Outsourcing: Outsourcing routine tasks such as human resources, technology, and research allows you to focus on what you do best: serving your clients and driving revenue.

The aspects of an advisor’s business that build the most value are influenced mightily by the industry climate, its direction, and the evolving needs of investors. Knowing your value and understanding how you can influence it will help you focus your time and energy on maximizing that value. Engaging in such best practices can leave your business in a strong position for success today and well into the future.
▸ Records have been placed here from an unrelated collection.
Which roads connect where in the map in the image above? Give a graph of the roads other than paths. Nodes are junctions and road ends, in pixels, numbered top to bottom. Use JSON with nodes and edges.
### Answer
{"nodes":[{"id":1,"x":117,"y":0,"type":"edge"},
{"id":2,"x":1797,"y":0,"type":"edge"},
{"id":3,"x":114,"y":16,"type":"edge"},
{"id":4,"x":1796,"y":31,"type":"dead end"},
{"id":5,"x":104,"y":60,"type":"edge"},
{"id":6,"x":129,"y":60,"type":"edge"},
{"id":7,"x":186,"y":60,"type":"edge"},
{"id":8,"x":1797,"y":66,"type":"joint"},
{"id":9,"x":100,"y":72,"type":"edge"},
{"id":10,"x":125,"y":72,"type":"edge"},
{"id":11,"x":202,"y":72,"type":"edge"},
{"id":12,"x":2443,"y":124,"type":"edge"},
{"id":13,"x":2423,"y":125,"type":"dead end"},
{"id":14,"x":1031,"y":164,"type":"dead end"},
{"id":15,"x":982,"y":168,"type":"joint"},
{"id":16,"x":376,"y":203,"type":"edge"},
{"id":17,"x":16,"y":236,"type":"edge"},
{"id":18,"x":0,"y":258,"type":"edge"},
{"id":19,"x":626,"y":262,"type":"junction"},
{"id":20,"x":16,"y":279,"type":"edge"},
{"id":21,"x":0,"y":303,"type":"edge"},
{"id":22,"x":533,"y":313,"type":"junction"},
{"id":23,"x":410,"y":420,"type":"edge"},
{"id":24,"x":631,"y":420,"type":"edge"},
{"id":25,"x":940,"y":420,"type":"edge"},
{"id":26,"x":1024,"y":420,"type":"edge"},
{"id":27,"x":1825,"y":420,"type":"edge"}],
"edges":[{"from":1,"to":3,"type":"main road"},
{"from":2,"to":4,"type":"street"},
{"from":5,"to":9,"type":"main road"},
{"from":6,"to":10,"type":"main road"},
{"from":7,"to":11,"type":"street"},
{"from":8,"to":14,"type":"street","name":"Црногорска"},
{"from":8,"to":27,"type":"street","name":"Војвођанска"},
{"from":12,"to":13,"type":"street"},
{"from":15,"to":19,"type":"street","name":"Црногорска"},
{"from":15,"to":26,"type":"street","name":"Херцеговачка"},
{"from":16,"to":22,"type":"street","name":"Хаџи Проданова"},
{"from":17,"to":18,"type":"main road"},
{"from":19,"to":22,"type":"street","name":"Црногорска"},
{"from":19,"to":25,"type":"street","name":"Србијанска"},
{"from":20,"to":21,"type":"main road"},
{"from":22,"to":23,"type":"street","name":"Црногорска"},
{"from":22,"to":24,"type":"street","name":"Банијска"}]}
For more on information on what you can do to maximize the value of your business, download our white paper, 3 Strategies to Help Grow Your Practice’s Value.

METHODOLOGY

The 2018 Advisor Benchmarking and Practice Management Study is a compilation of existing LPL data sets and is largely generated from a survey conducted in 2017 with the input of 716 LPL advisors. The advisors shared insights pertaining to practice design, office management, client service, business development, and forward-looking strategy. Details of the survey include:

Advisor participation: 2,214 advisors received an invitation to the written survey. Of these advisors,

  • 716 completed the survey, a 32% participation rate.
  • Average age: 54
  • Gender: Ninety percent of respondents were male and ten percent were female.
  • 2016 average revenue: Participating advisors had average revenue of $665,800.
  • 2016 average return on assets: Participating advisors had an average return on assets of 0.79% (calculated as 2016 average revenue divided by 2016 average AUM).
  • Data aggregation: Survey results were entered into a database for review and statistically aggregated by LPL business analysts. Both medians and averages were examined in the analysis of study findings. Due to the size of the sample, distributions were not heavily skewed. Averages were more reflective of study findings and therefore used for reporting.
  • All individual advisor information provided in the study is strictly confidential. Data gathered has been aggregated and consolidated strictly for reporting purposes.

Advisors should only recommend an advisory account if it is suitable for the client. Advisory accounts may not be appropriate for every client. Advisors need to understand that advisory relationships involve a higher standard of care than brokerage and typically require an ongoing duty to provide advice and monitoring.